Added value: Unusual elective: business history. You can specialise by linking three electives together. As part of the MBA there's a management development programme consisting of workshops which run for two days on Friday and Saturday. Drop-in IT room means 110 workstations which you can tap into until 9pm and on Saturdays in term-time. All assignments are work-related and some of the exams are work-related too.
Easy to get into? Good degree or equivalent plus three years' minimum work experience.
Association of MBA's accreditation: Yep.
Glittering alumni: Diane Thompson, on the board of Camelot; Rubin Singh, said to be the youngest millionaire in Britain who runs the company Miss Attitude.
International connections: Has been involved with the Czech Republic since 1990. Through EU initiatives helped with curriculum development and infrastructure in the University of Economics in Prague. Validated an MBA in Prague - Man Met's own programme. Has also been helping to establish an Association of MBAs in Prague in co-operation with the Czech ministry of education and has accredited an MBA programme in Poland.

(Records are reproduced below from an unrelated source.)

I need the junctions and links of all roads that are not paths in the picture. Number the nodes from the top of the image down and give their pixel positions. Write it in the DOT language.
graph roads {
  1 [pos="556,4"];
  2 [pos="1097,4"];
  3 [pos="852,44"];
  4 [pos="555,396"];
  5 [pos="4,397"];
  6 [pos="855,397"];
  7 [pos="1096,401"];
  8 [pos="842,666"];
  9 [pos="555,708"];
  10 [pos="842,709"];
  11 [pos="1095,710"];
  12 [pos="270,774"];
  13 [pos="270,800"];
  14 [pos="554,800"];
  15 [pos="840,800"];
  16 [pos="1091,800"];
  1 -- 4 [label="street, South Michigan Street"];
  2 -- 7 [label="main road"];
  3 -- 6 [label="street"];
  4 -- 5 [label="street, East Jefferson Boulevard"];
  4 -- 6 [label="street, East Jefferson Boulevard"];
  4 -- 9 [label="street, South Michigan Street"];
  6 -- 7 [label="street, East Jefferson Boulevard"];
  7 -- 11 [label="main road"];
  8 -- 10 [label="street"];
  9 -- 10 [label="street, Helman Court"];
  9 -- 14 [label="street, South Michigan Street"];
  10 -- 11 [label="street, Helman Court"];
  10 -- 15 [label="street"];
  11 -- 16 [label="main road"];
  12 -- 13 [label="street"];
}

What about the students? They go abroad via the management development workshop in the second year which looks at doing business in a foreign country. Are taken to Central/Eastern Europe to investigate the management of change. The school has visited Hungary, Spain and the good old Czech Republic and likely to go to Slovenia next year.
Research: Awarded 3b (top grade is 5) in the research assessment exercise.
Teaching: Satisfactory by higher education funding council.
Gurus: Dr Scott Moss, head of the research centre for policy modelling; Tom Lupton, visiting prof, who comes to talk about how to manage change.
Student profile: Average age on MBA is 33. Male/female ratio 70:30. Good sector mix: one-third private; one-third public; one- third private utilities; plus a few individuals doing their own thing.
Cost: pounds 9,000 for MBA. All books, trips, airfares included.
Who's the boss? Marketing guru Prof Andrew Lock who likes to take risks on the ski slopes.